Plaintiff concedes that Workers’ Compensation Law § 11 generally prohibits an employee from bringing a personal injury action against his or her employer. As plaintiff correctly notes, however, “workmen’s compensation cannot be an exclusive remedy if it is no remedy at all” (O’Rourke v Long, 41 NY2d 219, 226 [1976]). It is well settled that “primary jurisdiction with respect to determinations as to the applicability of the Workers’ Compensation Law has been vested in the . . . Board and that it is therefore inappropriate for the courts to express views with respect thereto pending determination by the [B]oard” (Botwinick v Ogden, 59 NY2d 909, 911 [1983]; see O’Rourke, 41 NY2d at 228). “The determination of whether a case is truly closed for purposes of [the] Workers’ Compensation Law . . . is an issue of fact to be resolved by the Board, and its determination will not be disturbed if supported by substantial evidence .... Such a determination turns on whether further proceedings were contemplated at the time the matter was closed” (Jones v HSBC, 304 AD2d 864, 866 [2003]).

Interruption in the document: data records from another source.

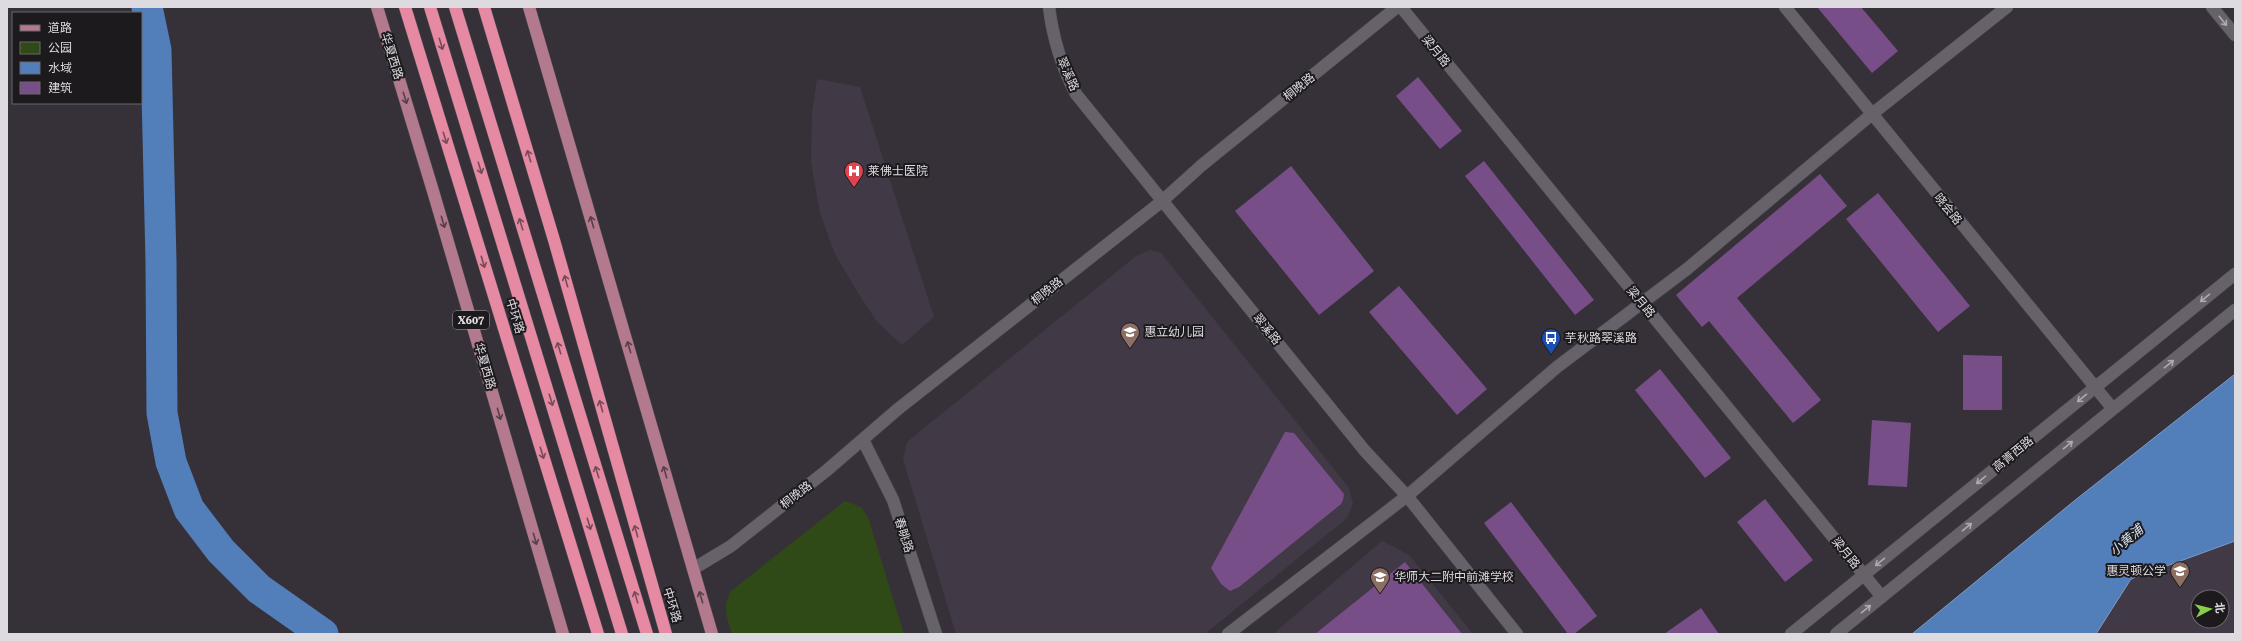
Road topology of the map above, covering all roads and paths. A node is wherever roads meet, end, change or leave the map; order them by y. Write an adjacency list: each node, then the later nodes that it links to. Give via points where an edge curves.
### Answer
1 (377, 7): 28 (main road, 华夏西路 / X607, one-way to 28)
2 (405, 7): 23 (highway, 中环路, one-way to 23)
3 (430, 7): 31 (highway, 中环路, one-way to 31)
4 (454, 7): 32 (highway, one-way to 4)
5 (484, 7): 24 (highway, 中环路, one-way to 5, via 554,240)
6 (529, 7): 25 (main road, one-way to 6)
7 (1049, 7): 15 (street, 翠溪路, via 1053,35 1063,70 1076,94)
8 (1397, 7): 15 (street, 桐晚路, via 1202,165)
9 (1401, 7): 17 (street, 梁月路)
10 (1785, 7): 14 (street, 晓会路)
11 (2007, 7): 14 (street)
12 (2212, 7): 13 (street, one-way to 13)
13 (2235, 35)
14 (1872, 114): 17 (street, via 1687,269); 19 (street, 晓会路)
15 (1161, 202): 21 (street, 桐晚路, via 898,409); 22 (street, 翠溪路, via 1196,241 1365,451)
16 (2235, 274): 19 (street, 高青西路, one-way to 19)
17 (1641, 302): 22 (street, via 1557,367); 26 (street, 梁月路)
18 (2235, 310): 20 (street, one-way to 18)
19 (2095, 387): 20 (street, 晓会路); 26 (street, 高青西路, one-way to 26)
20 (2113, 409): 27 (street, one-way to 20)
21 (863, 440): 25 (street, 桐晚路, via 731,546); 36 (street, 春眺路, via 893,500)
22 (1407, 496): 37 (street); 38 (street, 翠溪路)
23 (573, 554): 29 (highway); 30 (highway, 中环路)
24 (646, 569): 33 (highway, 中环路); 34 (highway)
25 (693, 569): 35 (main road, one-way to 25)
26 (1864, 575): 27 (street, 梁月路); 39 (street, 高青西路)
27 (1882, 597): 40 (street, one-way to 27)
28 (563, 634)
29 (593, 634)
30 (598, 634)
31 (622, 634)
32 (647, 634)
33 (666, 634)
34 (672, 634)
35 (712, 634)
36 (936, 634)
37 (1228, 634)
38 (1517, 634)
39 (1791, 634)
40 (1836, 634)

Here, the issue whether the death of decedent occurred outside the scope of her employment “ ‘is a matter that must in the first instance be determined by the [B]oard’ ” (O’Rourke, 41 NY2d at 228). In our view, the decision of the Board is both nonfinal and silent with respect to that issue. Indeed, the phrase “at this time” implies that future action was anticipated. Thus, we conclude that the court erred in determining the motion to dismiss at this juncture. We therefore reverse the order and remit the matter to Supreme Court, Cayuga County, to determine defendant’s motion following the Board’s determination whether decedent died in the course of her employment (see id. *898at 227-228). Present—Pigott, Jr., P.J., Pine, Wisner, Scudder and Kehoe, JJ.